### Task prompt
In the records, find each line where "Lorong" occurs, and copy it.

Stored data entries
※

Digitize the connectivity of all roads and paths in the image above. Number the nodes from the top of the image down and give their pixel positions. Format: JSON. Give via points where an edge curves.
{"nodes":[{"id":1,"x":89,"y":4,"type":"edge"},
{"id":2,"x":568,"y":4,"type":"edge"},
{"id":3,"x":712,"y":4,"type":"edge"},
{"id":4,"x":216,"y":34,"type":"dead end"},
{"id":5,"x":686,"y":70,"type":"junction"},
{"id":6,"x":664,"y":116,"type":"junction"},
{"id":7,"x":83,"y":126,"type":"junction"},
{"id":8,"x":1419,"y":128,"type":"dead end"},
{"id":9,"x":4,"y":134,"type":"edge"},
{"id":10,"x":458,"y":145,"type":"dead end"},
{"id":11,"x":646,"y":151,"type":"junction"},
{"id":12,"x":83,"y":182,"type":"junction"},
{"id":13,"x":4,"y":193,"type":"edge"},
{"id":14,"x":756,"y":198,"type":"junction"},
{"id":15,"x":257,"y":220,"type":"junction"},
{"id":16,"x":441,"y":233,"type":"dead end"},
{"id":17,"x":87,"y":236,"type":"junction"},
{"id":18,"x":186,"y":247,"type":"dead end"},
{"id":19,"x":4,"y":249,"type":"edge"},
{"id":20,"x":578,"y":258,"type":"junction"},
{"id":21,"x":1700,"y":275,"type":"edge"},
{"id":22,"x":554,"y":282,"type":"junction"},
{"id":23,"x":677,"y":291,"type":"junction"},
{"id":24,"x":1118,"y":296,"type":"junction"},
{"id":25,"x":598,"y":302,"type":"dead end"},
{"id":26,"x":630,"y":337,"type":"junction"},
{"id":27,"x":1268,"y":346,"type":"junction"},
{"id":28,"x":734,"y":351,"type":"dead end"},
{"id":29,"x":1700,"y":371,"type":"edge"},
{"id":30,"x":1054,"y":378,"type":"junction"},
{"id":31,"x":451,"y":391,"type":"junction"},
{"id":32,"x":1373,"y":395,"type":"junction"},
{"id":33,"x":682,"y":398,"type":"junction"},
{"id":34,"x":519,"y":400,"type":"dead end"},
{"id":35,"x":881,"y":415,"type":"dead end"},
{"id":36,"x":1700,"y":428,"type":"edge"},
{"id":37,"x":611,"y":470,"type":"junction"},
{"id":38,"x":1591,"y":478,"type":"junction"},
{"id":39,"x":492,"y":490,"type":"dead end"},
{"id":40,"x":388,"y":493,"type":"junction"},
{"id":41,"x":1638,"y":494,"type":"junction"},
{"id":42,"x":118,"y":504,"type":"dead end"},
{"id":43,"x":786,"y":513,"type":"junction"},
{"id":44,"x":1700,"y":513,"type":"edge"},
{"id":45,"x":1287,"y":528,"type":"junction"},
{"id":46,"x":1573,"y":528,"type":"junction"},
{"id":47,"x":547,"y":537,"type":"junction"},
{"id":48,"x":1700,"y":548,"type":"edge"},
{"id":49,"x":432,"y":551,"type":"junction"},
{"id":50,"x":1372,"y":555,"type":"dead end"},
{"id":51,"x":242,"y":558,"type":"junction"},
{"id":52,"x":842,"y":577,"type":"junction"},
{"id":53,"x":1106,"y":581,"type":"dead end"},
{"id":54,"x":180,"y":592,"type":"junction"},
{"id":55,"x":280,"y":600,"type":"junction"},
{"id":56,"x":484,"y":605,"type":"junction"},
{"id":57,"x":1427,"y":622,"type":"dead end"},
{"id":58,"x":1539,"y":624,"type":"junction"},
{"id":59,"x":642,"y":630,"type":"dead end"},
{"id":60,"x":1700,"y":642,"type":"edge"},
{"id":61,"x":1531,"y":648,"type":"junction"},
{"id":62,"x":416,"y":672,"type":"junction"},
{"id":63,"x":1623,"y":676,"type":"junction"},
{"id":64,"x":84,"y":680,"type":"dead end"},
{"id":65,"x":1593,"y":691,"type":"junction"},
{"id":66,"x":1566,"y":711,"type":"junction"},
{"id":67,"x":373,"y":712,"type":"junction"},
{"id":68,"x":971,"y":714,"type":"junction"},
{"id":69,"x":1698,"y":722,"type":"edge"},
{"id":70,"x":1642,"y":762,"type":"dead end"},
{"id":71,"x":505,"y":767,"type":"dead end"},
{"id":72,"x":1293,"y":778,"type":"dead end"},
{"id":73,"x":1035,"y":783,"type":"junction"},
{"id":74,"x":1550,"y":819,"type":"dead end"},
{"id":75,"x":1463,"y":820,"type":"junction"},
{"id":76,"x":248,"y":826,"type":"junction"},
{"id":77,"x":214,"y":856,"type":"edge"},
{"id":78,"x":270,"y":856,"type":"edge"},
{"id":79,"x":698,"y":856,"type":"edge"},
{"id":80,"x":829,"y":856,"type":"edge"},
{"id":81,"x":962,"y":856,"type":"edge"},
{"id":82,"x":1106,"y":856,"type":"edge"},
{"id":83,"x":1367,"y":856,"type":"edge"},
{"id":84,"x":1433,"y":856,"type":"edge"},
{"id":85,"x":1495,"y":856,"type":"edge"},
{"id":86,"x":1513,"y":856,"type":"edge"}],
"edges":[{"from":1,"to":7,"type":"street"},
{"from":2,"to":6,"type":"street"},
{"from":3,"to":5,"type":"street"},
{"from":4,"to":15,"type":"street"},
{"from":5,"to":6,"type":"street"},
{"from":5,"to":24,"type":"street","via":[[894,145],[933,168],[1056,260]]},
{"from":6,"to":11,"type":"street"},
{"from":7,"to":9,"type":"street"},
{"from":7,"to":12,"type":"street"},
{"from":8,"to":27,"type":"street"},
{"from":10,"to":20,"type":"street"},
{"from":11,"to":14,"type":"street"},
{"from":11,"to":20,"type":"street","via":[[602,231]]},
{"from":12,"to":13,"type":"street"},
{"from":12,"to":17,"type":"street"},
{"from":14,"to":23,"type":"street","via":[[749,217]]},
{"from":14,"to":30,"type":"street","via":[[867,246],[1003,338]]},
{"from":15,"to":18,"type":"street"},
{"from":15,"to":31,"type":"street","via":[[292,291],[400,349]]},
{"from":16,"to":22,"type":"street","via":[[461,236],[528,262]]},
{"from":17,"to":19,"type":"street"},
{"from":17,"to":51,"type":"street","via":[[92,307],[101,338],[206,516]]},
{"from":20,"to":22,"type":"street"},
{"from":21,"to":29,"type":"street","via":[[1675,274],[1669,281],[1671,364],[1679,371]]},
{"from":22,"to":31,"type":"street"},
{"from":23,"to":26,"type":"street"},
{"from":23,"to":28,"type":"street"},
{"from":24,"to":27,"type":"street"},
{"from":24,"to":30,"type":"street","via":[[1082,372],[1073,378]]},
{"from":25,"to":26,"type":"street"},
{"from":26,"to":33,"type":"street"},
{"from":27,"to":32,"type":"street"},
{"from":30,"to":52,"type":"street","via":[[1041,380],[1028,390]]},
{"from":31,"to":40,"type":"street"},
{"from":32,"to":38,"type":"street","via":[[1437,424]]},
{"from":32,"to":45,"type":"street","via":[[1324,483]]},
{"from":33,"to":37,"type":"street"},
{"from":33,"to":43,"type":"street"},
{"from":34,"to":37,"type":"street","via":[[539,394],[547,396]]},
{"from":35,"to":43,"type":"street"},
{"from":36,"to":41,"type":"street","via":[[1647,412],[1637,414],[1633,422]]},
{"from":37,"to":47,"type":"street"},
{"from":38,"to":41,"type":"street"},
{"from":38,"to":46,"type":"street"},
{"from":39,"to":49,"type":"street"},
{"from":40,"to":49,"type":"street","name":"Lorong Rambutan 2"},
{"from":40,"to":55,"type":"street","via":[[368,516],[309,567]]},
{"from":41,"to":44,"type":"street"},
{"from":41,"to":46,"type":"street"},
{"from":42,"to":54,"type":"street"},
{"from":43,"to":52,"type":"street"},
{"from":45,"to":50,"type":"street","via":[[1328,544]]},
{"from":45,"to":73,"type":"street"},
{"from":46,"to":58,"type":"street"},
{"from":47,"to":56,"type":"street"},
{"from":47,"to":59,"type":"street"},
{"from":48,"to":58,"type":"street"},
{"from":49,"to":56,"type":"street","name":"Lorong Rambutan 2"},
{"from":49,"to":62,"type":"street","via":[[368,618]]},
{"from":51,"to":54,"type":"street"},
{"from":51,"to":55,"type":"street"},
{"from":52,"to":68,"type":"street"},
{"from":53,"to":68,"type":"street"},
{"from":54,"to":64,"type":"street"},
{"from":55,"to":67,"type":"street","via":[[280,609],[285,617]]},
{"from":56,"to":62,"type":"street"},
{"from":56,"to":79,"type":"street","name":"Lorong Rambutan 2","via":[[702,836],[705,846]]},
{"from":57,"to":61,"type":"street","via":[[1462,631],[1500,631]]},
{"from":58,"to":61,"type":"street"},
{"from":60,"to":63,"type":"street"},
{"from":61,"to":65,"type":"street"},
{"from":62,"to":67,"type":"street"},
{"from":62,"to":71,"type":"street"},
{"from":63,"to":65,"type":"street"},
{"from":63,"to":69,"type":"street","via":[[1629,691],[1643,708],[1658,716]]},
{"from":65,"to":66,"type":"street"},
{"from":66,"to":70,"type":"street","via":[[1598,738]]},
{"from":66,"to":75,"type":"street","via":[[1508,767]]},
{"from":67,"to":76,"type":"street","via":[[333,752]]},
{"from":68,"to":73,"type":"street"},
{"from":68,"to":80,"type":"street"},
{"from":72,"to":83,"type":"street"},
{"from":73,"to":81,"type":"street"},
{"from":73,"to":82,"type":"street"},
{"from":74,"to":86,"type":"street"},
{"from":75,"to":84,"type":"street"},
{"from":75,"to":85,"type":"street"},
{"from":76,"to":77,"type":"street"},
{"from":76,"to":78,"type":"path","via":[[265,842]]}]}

※

### Written response
{"from":40,"to":49,"type":"street","name":"Lorong Rambutan 2"},
{"from":49,"to":56,"type":"street","name":"Lorong Rambutan 2"},
{"from":56,"to":79,"type":"street","name":"Lorong Rambutan 2","via":[[702,836],[705,846]]},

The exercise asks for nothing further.